Monday morning, I went in and informed the students that the exam would be going ahead as planned. They were not happy about this. They had been told on Saturday that they were done with exams. They had not studied since Saturday and they had left some of their books and supplies at home (massive calculator shortage). I prodded them until they agreed to study a bit before the exams (they were also unhappy since I was going ahead and giving them Paper 1 and Paper 2 just like they will see on exams next year). I had to make myself the bad guy a bit, which was pretty unpleasant. Also, all the time spent discussing this with the students meant that my stack of exams wasn't getting any smaller. I gave them the exams and added another 45 papers to my stack (I had finished 100 of them by that point). Instead of diving right in, I decided to bond with my students a bit, so we kicked the soccer ball around in the rain for a little while.

After that, I went home and put every ounce of focus I had into grading. It was really draining. I had only slept four hours the night before (because of all the grading) so at 1 AM I had to set aside my last 25 exams and take a nap. I woke up at 3:30 and methodically worked through the last stack of papers (I was not completely coherent, so it was going pretty slowly). I finished at 7:15 at which point I had to hastily get dressed and run to school. At school I found that there was still another teacher grading exams (he was the other one who had to give exams) so I was glad that they weren't waiting only for me. I set to work recording all of the grades. The numbers were a bit dispiriting in math; on one of the math papers, the median score was 1% and the students were having trouble copying formulas that were provided to them.

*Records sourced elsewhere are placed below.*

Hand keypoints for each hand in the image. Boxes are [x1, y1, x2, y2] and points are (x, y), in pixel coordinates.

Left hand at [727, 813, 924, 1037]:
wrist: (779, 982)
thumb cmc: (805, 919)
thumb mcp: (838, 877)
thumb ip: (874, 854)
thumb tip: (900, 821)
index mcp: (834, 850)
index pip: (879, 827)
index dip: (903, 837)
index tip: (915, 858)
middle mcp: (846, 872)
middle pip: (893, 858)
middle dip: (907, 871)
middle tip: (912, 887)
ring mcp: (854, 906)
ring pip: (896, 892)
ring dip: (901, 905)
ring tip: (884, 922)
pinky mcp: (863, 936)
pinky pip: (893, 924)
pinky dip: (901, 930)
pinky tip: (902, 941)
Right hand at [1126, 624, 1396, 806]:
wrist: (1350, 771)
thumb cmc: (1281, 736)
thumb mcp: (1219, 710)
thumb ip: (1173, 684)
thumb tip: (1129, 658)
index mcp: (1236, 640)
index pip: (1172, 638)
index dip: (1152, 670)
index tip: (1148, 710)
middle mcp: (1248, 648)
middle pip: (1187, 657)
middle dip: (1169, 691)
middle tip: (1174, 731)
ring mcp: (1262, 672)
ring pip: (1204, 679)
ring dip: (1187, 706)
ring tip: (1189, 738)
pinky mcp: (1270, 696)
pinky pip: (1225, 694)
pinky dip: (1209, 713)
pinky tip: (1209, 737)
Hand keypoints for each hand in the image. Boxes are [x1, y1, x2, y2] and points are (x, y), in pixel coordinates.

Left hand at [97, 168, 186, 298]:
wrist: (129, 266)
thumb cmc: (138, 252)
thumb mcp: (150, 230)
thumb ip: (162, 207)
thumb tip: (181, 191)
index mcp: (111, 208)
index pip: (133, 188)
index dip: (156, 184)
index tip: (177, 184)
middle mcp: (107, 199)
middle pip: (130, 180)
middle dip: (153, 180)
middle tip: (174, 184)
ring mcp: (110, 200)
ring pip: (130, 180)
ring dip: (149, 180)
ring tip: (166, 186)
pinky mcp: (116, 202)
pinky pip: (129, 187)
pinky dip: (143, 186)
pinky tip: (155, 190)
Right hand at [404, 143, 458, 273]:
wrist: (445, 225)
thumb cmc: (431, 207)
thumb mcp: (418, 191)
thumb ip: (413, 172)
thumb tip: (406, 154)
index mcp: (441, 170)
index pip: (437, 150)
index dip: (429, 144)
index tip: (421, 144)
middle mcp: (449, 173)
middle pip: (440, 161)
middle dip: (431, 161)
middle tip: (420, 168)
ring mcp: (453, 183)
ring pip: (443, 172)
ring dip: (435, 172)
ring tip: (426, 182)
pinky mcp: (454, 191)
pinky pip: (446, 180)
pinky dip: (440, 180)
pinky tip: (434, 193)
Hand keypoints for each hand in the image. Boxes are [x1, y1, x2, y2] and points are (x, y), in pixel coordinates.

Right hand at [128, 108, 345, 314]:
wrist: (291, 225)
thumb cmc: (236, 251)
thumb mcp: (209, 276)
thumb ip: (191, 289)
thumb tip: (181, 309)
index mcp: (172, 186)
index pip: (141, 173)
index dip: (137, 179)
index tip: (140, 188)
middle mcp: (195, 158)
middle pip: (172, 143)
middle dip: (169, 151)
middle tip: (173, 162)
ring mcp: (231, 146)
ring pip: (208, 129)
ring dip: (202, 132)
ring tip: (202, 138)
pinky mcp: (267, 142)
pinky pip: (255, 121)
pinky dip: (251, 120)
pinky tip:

Compiling grades is always an interesting beast. I have the task of compiling all the scores in the computer to calculate averages and rankings. I have to rely on the other teachers to actually enter their grades. I often get yelled at for not entering them for them, which is incredibly unpleasant (a certain teacher spent all of last week bragging about how little work he had and how he was just sitting around and then had the nerve to yell at me for not entering his grades for him fast enough this morning). By the time I finished all of that, they were waiting on me to complie everything for the third years. The sleep debt was taking its toll and I was going a bit slowly, but it also takes me a bit longer than the other teachers because I don't just use their standard choices (1. Wake up, 2. You are not trying, 3. Aim higher, 4. Poor/Average/Good and a few others and on a few papers I saw "to improve your score, stop getting Fs") but instead try to give relevant feedback to the students. The other teachers don't like this when this cuts into their vacation time by 20-30 minutes.

I had to make an appearance at a meeting for the parents before we could dismiss everyone. I explained to them the issues that we are having (teacher deficits last year and this year mean the students are 1 or more terms behind in nearly every subject). I think I used my last ounce of coherency speaking to them since I had to do it all in Kiswahili. I thought it was pretty choppy, but I got a nice ovation. We left for the day at 3 PM. The best part was after I handed out exams and report cards and gave a little speech about studying during the break when one of my other students asked if she could make an announcement. She told the class to use their time well during December and to be very careful so that everyone would return next year. I smiled as I realized the meaning. There is a lot of downtime for adolescents in December, which leads to a disproportionate number of September babies amongst teenagers.

Good advice. Don't get pregnant right now.